One of the most powerful methods to mine and visualize high-dimensional data is through cluster analyses. Details on the mathematical basis of these clustering algorithms are not within the scope of this chapter, but simply speaking, cluster analyses attempt to detect natural groups in data using a combination of distance metrics and linkages. GEO provides nine classic varieties of precom-puted unsupervised hierarchical clusters, as well as user-defined K-means and K-median clustering (Fig. 1). Columns (Samples), and independently, the rows (genes) are rearranged to place rows with similar response patterns near each other and columns with similar response patterns near each other.
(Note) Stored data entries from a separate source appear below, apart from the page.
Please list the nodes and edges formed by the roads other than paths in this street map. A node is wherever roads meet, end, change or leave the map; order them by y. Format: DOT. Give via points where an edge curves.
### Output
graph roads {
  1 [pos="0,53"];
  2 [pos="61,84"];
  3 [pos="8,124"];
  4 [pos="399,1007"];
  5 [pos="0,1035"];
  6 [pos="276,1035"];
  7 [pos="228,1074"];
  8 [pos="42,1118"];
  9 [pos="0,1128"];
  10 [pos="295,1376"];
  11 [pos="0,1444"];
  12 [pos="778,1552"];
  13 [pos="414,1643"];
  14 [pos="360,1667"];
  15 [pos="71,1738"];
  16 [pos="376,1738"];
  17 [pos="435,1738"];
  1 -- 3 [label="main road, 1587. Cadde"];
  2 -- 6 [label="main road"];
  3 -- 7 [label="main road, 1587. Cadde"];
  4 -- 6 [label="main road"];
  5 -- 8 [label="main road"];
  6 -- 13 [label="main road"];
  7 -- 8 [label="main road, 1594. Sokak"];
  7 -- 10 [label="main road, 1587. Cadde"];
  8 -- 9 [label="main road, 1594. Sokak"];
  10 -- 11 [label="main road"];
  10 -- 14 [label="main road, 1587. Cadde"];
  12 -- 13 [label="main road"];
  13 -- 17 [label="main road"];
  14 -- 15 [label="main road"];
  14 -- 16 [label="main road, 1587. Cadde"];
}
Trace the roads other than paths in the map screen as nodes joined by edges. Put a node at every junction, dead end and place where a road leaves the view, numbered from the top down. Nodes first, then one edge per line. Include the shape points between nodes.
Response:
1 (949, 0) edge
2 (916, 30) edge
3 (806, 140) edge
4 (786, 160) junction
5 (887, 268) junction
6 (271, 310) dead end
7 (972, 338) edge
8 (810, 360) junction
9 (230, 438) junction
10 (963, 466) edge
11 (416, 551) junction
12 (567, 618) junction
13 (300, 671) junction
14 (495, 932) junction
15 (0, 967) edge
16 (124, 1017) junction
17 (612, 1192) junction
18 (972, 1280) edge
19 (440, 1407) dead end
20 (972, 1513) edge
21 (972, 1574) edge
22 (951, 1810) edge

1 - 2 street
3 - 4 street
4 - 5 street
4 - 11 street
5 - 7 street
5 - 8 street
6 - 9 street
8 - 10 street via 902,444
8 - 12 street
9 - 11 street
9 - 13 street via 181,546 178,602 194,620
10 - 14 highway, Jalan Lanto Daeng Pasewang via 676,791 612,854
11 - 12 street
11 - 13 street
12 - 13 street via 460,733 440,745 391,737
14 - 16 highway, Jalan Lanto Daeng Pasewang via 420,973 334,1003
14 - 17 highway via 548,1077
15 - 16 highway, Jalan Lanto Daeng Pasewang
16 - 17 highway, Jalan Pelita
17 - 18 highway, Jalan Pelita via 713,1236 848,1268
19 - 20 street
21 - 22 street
Cluster results are graphically represented as "heat maps," whereby high through low expression levels are presented as a two-color spectrum that allows the user to easily identify groups of interesting genes through visual pattern recognition. Each distinct colored "island" in the heat map represents a coordinated transcriptional response, based on the assumption that genes having similar expression profiles across a set of conditions are likely to be involved in the same biological processes. Such biologically relevant clusters can lead to the formulation of testable predictions and can infer functional roles for previously uncharacterized genes.

The GEO cluster heat map images are interactive; using a moveable box, users can select a region, or regions, of interest. This region can be enlarged and the raw data downloaded, plotted as line charts, or linked out to the corresponding profiles in Entrez GEO Profiles (Fig. 3; see Note 3).